-- Task brief --
A single number is wanted: how many lines of the records below contain the word "lane".

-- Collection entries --
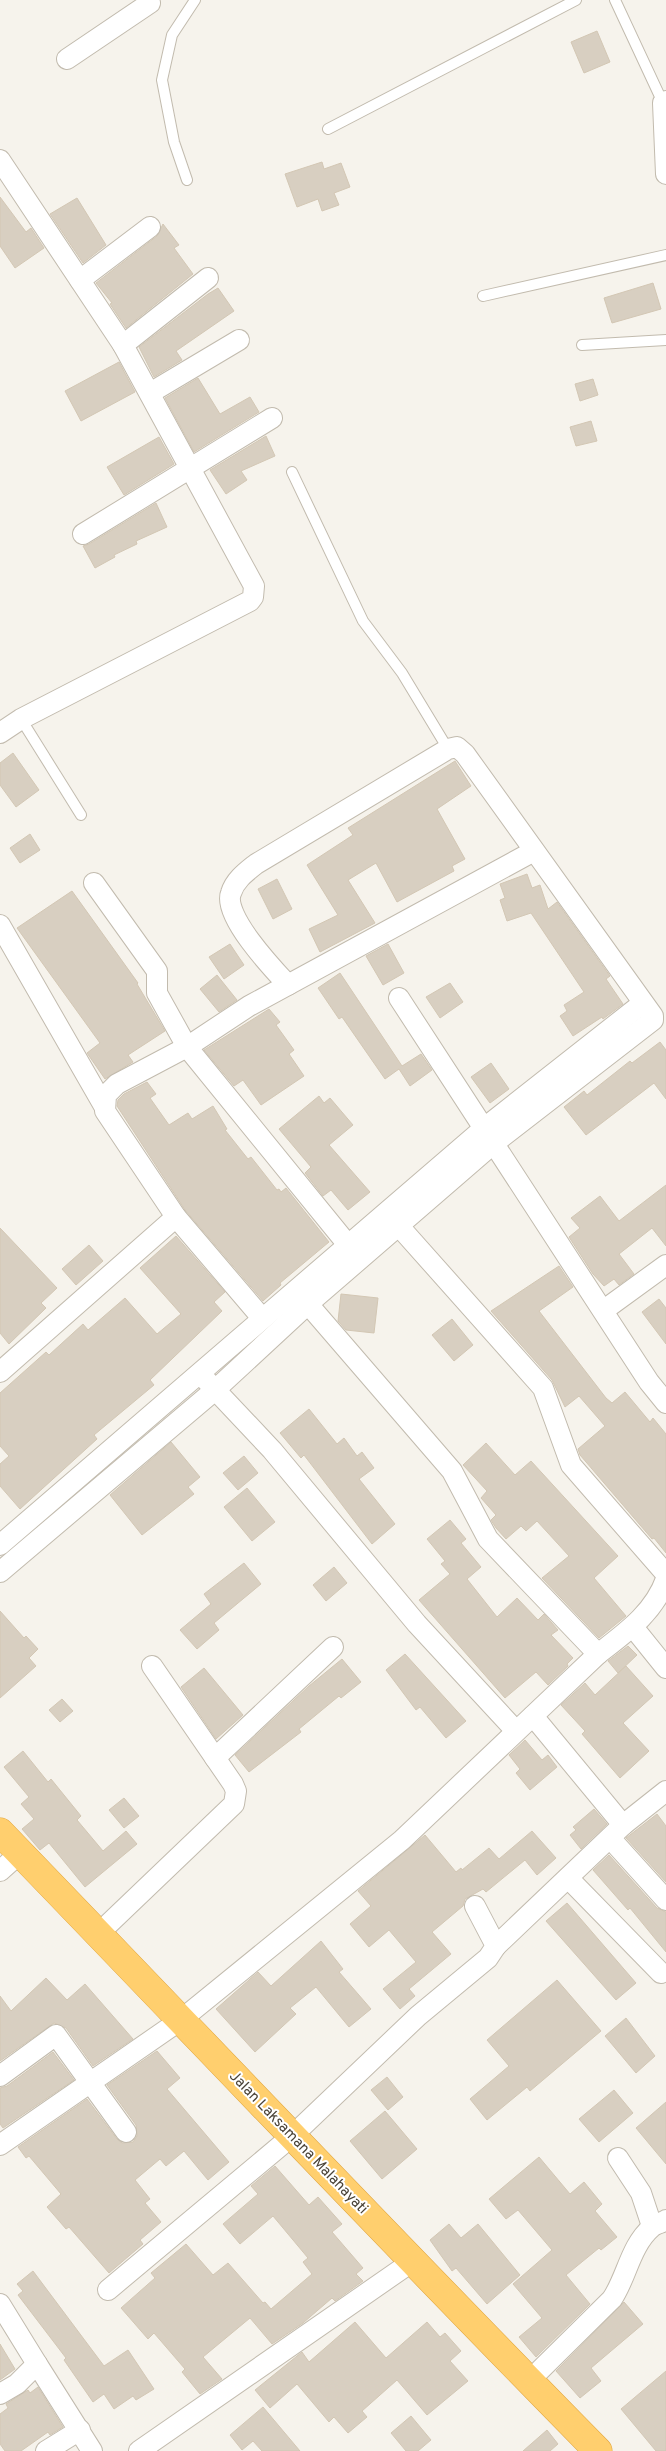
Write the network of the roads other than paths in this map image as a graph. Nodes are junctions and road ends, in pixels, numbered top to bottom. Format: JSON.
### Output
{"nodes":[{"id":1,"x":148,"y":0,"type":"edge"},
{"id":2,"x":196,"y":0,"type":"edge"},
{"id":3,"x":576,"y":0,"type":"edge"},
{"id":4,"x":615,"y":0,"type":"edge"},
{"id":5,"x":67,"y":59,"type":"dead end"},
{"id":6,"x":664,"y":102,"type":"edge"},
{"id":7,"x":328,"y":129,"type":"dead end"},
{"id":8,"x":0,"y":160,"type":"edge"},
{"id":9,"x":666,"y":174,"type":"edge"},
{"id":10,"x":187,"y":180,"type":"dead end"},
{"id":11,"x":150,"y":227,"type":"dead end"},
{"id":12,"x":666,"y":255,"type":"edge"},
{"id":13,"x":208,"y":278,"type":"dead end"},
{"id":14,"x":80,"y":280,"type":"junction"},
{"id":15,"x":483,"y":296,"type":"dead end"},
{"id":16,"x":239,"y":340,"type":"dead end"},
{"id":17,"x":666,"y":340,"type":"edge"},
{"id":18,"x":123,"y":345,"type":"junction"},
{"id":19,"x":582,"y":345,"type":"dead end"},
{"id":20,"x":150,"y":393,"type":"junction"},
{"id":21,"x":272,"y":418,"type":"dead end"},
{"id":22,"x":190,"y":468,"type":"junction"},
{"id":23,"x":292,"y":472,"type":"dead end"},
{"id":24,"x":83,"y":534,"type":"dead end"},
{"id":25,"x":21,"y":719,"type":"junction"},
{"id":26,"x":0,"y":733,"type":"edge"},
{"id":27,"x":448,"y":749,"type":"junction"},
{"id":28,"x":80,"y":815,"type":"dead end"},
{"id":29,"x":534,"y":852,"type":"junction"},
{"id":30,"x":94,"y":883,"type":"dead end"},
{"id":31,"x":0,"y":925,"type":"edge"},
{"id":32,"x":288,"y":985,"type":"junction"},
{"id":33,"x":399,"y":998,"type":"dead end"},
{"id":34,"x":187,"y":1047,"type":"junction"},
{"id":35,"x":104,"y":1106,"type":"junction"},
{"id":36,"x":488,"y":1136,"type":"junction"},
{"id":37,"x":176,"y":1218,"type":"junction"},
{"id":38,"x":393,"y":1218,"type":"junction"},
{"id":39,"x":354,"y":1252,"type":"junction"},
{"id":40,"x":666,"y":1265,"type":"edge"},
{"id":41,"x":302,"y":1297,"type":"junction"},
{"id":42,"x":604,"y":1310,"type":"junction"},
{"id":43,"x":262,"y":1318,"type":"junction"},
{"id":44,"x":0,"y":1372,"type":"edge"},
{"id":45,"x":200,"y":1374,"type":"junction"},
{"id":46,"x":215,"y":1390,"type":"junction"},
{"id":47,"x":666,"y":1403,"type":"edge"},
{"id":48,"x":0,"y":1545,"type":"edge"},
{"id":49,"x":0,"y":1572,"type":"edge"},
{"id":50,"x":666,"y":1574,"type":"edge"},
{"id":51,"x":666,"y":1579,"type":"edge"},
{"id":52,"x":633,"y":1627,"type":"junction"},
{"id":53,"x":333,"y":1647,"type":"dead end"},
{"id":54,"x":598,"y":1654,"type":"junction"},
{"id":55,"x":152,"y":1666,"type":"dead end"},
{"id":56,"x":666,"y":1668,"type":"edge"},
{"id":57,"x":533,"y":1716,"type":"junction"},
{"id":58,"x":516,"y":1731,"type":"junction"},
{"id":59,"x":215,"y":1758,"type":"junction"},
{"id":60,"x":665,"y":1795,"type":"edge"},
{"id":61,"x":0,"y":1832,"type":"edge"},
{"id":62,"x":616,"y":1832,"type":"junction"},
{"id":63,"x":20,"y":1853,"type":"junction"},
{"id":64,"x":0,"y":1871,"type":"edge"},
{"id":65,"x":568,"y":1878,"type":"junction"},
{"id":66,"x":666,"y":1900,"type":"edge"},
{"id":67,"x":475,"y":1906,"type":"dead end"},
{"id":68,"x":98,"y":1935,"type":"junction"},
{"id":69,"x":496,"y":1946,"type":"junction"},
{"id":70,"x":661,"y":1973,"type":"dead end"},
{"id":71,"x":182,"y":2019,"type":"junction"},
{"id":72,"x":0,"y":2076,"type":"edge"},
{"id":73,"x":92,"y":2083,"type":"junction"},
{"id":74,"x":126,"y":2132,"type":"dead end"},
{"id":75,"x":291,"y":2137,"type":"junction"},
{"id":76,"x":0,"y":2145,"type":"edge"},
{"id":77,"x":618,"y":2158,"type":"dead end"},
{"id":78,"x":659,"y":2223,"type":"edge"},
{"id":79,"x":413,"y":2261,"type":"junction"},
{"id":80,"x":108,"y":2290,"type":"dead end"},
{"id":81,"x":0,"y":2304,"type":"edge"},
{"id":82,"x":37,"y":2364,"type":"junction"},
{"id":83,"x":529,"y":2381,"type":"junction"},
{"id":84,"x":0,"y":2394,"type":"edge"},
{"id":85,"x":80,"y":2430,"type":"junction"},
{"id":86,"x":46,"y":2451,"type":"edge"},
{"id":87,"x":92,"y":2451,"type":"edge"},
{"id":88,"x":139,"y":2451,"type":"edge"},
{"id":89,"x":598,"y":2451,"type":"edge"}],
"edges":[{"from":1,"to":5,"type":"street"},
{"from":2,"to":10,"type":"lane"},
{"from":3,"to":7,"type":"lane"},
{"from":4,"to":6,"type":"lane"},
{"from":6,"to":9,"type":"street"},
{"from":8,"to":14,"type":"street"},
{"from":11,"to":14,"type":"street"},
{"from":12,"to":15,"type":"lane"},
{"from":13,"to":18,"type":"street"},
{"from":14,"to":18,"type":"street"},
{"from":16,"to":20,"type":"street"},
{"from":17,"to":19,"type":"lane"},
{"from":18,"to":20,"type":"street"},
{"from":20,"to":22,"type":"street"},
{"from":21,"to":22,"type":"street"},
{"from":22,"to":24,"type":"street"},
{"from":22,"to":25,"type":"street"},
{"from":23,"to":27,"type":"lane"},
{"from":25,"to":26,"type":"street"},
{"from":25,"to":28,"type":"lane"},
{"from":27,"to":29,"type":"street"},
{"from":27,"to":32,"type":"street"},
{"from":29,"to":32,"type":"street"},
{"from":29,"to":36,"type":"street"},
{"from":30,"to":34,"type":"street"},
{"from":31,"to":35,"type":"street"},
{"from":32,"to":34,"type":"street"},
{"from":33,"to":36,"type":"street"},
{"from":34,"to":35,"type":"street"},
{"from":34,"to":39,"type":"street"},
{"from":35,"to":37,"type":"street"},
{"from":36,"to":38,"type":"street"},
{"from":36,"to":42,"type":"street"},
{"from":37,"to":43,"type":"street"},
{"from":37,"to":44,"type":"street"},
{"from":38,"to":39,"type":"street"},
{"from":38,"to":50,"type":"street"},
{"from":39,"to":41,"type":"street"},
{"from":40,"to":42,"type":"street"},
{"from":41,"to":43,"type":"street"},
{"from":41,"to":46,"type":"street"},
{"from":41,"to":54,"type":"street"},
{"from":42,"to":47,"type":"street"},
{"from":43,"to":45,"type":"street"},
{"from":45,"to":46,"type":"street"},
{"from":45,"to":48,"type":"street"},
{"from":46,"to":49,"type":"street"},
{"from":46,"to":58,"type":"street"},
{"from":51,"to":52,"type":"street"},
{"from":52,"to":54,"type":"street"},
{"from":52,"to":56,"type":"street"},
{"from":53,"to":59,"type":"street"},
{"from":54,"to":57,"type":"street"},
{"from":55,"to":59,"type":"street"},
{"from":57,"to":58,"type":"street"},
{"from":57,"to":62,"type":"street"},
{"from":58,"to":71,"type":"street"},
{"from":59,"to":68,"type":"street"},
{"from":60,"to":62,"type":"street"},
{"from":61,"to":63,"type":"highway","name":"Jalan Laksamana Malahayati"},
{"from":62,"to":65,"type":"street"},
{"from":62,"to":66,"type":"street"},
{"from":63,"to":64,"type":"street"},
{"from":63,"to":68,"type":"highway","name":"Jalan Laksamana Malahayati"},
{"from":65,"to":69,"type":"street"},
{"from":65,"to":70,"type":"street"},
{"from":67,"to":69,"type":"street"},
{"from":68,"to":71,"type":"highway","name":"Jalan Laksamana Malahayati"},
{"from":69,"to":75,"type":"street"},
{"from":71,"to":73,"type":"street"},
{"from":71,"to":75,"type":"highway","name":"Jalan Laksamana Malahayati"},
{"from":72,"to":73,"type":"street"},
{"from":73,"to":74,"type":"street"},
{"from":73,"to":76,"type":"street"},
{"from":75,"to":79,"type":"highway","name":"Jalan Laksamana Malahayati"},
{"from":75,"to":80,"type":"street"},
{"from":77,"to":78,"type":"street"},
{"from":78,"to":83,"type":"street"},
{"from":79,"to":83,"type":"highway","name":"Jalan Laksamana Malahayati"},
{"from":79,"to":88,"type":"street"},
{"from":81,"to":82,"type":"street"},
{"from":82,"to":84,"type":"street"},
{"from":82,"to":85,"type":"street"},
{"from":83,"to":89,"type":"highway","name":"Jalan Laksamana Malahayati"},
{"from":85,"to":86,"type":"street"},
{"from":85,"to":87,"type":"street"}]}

-- Completed exercise --
7